一种孤独的感觉无缘无故地为旷野上的响亮的铃子所唤起,他想到了杨老三,想到了年轻时的那一群伙伴:

“就只剩五东家了……见一见……”

“四十来年没再见到,怕是不认识了……”

烟管伴着他那遥远的幻想,嘶嘶地鸣叫,时时要断落下来。

三月里的早晨,冯山一推开马房的门扇,就撞掉了几颗挂在檐头的冰溜。

“雁要来了,白河也要开了。”他自己说。

到了下午,起风了。冯山看着那黄澄澄的天色。

马倌牵着几匹马在檐下遇到了他:

“你还不信吗?你到院里去问问,五东家明天晌午不到,晚饭的时候一定到……”在马身上他高抬着右手,恰巧大门洞里走进去一匹骑马,又加上马倌那摆摆的袖子,冯山感到有什么在心上爆裂了一阵。

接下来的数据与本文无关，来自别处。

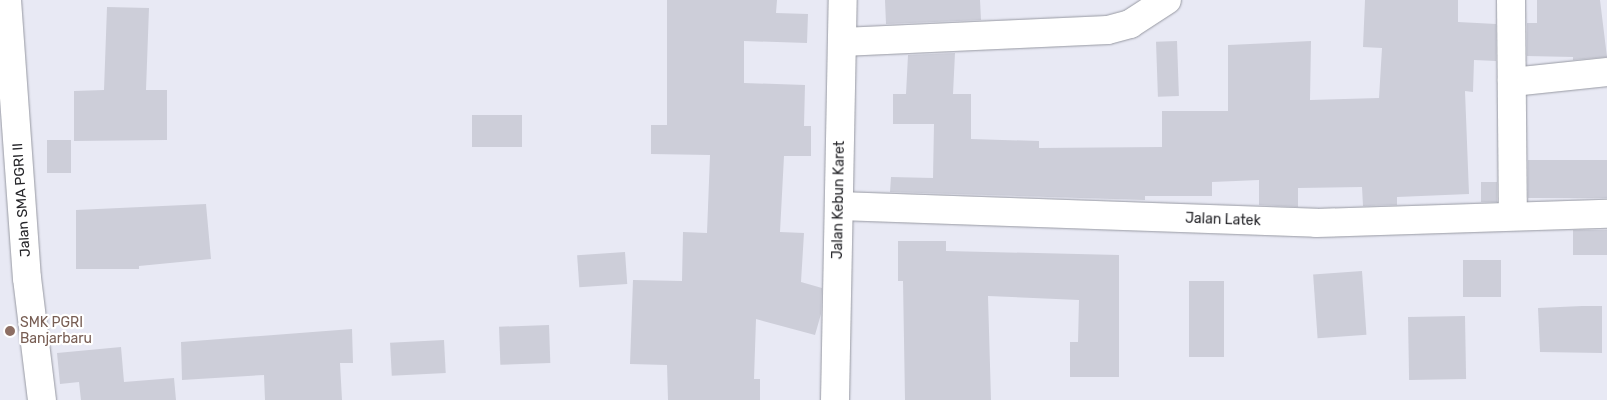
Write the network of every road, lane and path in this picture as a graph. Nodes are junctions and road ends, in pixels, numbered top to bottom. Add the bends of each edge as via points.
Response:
1 (6, 0) edge
2 (844, 0) edge
3 (1167, 0) edge
4 (1511, 0) edge
5 (842, 42) junction
6 (1607, 72) edge
7 (1512, 82) junction
8 (8, 127) edge
9 (839, 206) junction
10 (1607, 214) edge
11 (1513, 215) junction
12 (42, 400) edge
13 (835, 400) edge

1 - 8 street, Jalan SMA PGRI II
2 - 5 street, Jalan Kebun Karet
3 - 5 street via 1130,24 1108,30
4 - 7 street
5 - 9 street, Jalan Kebun Karet
6 - 7 street
7 - 11 street
8 - 12 street, Jalan SMA PGRI II
9 - 11 street, Jalan Latek via 1316,223
9 - 13 street, Jalan Kebun Karet
10 - 11 street, Jalan Latek

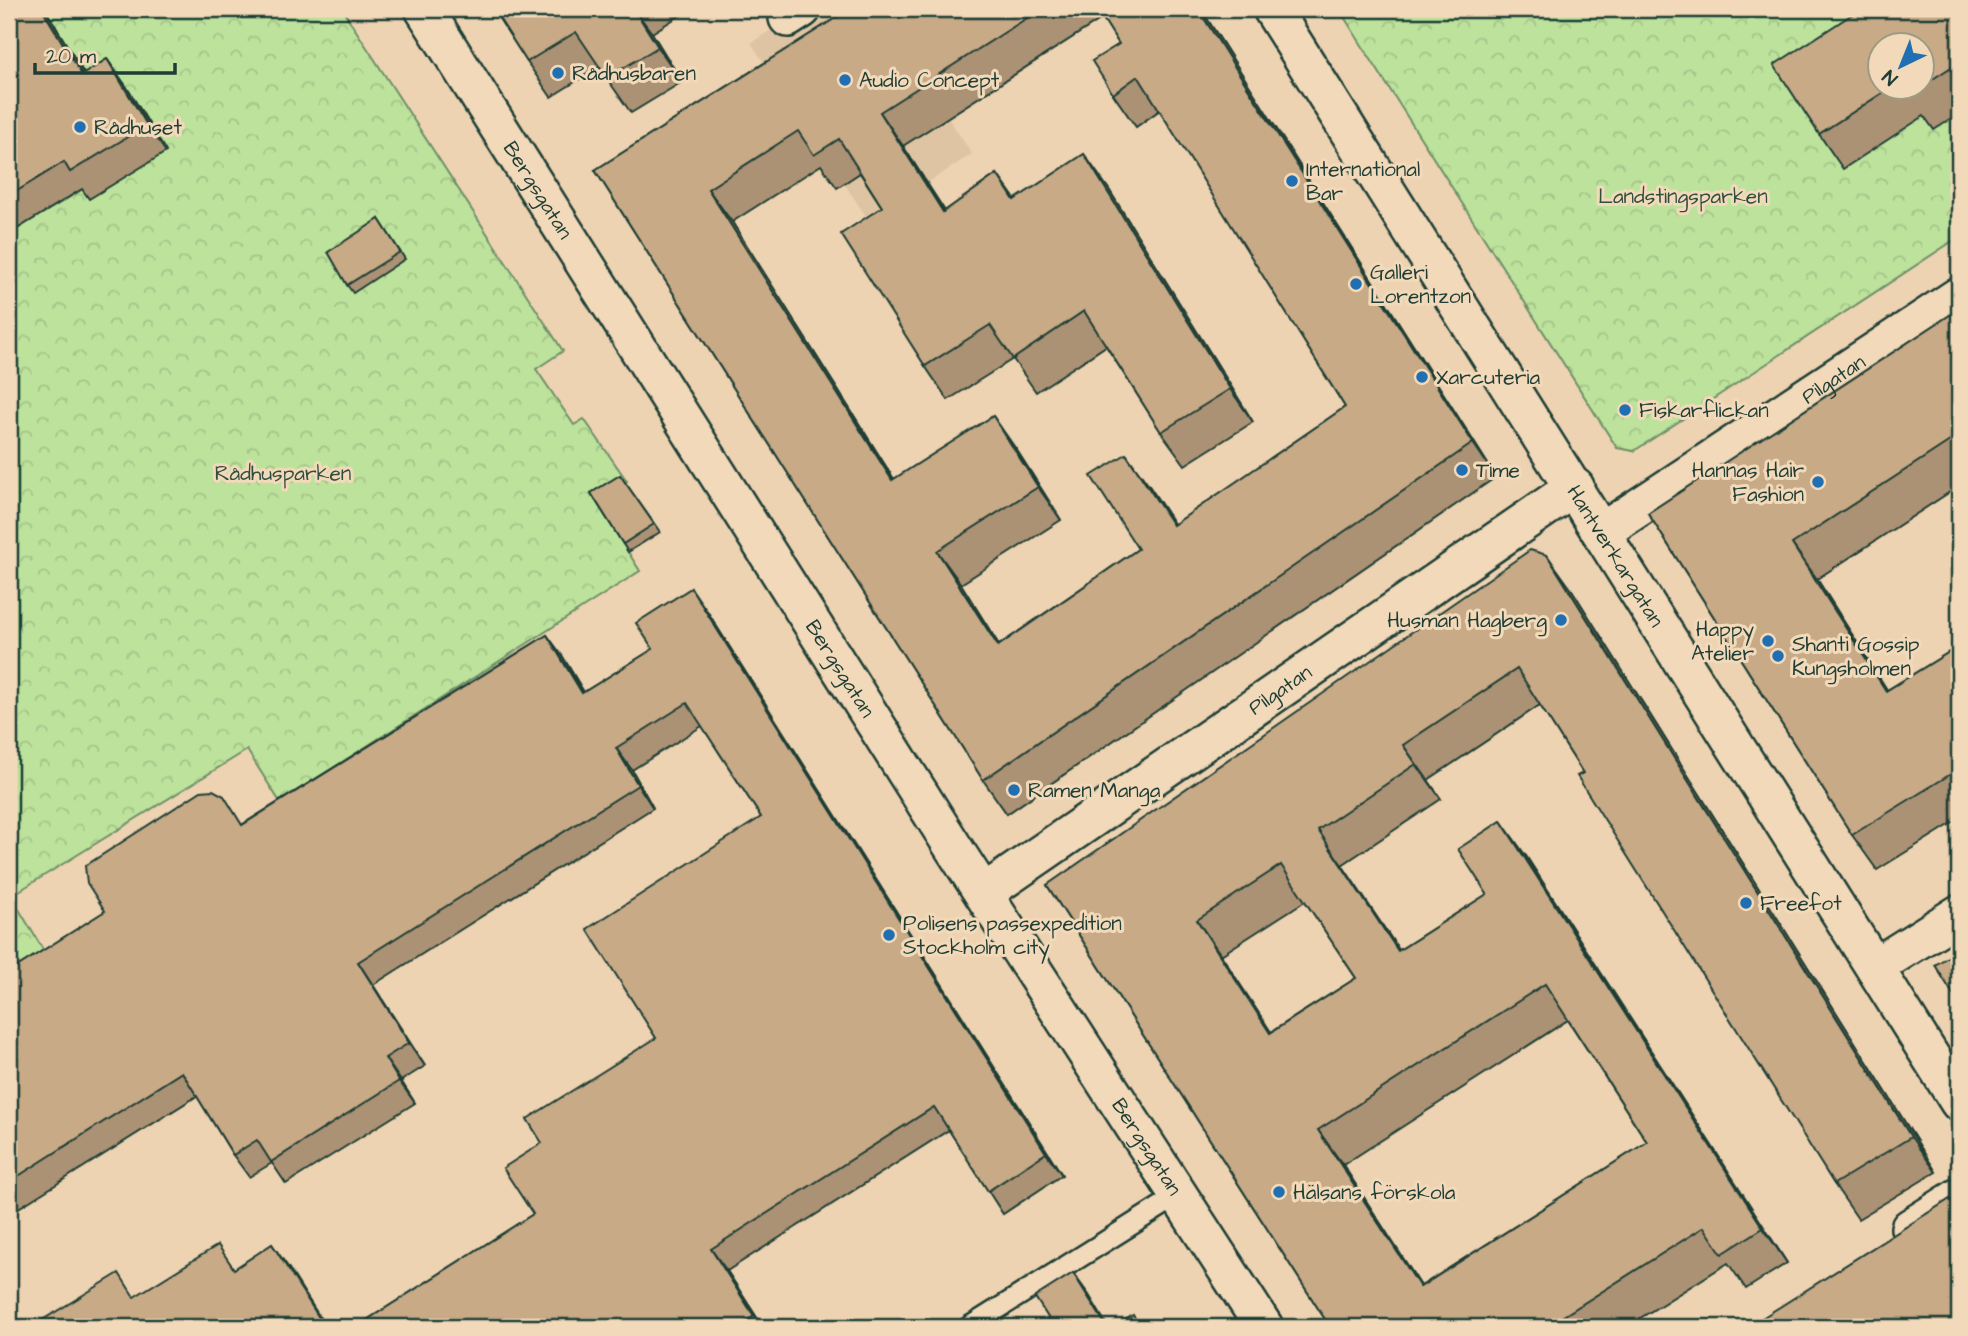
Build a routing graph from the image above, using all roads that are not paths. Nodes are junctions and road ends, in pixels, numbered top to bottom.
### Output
1 (424, 9) edge
2 (1272, 9) edge
3 (1959, 296) edge
4 (1575, 487) junction
5 (1602, 531) junction
6 (984, 893) junction
7 (1959, 914) edge
8 (1875, 967) junction
9 (1959, 1102) edge
10 (1179, 1195) junction
11 (1959, 1197) edge
12 (1879, 1248) edge
13 (969, 1327) edge
14 (1264, 1327) edge

1 - 6 street, Bergsgatan
2 - 4 street, Hantverkargatan
3 - 5 street, Pilgatan
4 - 5 street, Hantverkargatan
4 - 6 street, Pilgatan
5 - 8 street, Hantverkargatan
6 - 10 street, Bergsgatan
7 - 8 street
8 - 9 street, Hantverkargatan
10 - 13 lane
10 - 14 street, Bergsgatan
11 - 12 street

“扯谎的小东西,你不骗我?你这小鬼头,你的话,我总是信一半,疑一半……”冯山向大门洞的方向走去,已经走了一丈路他还说,“你这小子,扯谎的毛头……五东家,他就能来啦!也是六十岁的人了……出门不容易……”他回头去看看马倌坐在马背上连头也不回地跑去了。

冯山也跑了起来:“可是真的?明天就来!”他越跑,大风就好像潮水似的越阻止着他的膝盖。

第一个,他问的少东家,少东家说:“是,来的。”

他又去问倒脏水的老头,他也说:“是。”

可是他总有点不相信:“这是和我开玩笑的圈套吧?”于是他想去问问井口正在饮马的闹嚷嚷的一群人。他向马群里去的时候,他听到冯厨子在什么地方招呼他:“冯二爷,冯二爷……你的老朋友明天就来到啦!”他反过身来,从马群撞出来,他看到马群也好像有几百匹似的在阻拦着他。

“这是真的了,冯厨子!那么报信的已经来啦!”

“来啦!在大上房里吃饭!”

他听到上房门口有人为着那报信的人而唤着:“冯厨子,来热一热酒!”

……

第二天,冯山早早地来到高岗。中午的时候,连东家的太太们也都来到了高岗,高岗下面就临着大路。只要车子或是马匹一转过那个山腰,用不了半里路,就可以跑到人们的脚下。人们都望着那山腰发白的道路。冯山也望着山腰也望着太阳,眼睛终于有些花了起来,他一抬头好像那高处的太阳就变成了无数个。眼睛起了金花,好像那山腰的大道也再看不见了。

“来啦!来啦!……黑骑马……”

孩子们,有的下了高岗,顺着大道跑去了。冯山的两只手都一齐地遮上了眉头,等他看见了马颈上的那串铜铃,他的眼睛就早已昏盲了,已经分辨不出那坐在马背上的就是他少年时的同伴。

他走了一步,他再走了一步,已经走下了高岗。他过去,他扒住了那马的辔头,他说:“老五……”他就再什么也不说了。

在吃酒的时候他和五东家是对面坐着,他们说着杨老三是哪年死的,单明德是哪年死的……还有张国光……这一些都是他们年轻时的同伴。酒喝得多了一些的时候,冯山想要告诉他,某年某年他还好上了一个寡妇。但他看看周围站着的东家的太太们和姑娘们,他又感觉这事不方便说了。

五东家走了的那天夜晚,他好像只记住了那红色的鞍,那土黄色的风帽。他送他过了太平沟的时候,他才看到站在桥上的都是五东家的家族……他后悔自己就没有一个家族。

马房里的特有的气味,一到春天就渐渐地恢复起来。那夜又是刮着狂风的夜,所有的近处的旷野都在发着啸……他又像被人们遗忘了,又好像年轻的时候出去打猎在旷野上迷失了。

马倌喂马的时候,他喊着马倌:“给老冯来烫两盅酒。”

等他端起酒杯来,他又不想喝了,从那深陷下去的眼巢里,却安详地逃出两条寂寞的泪流。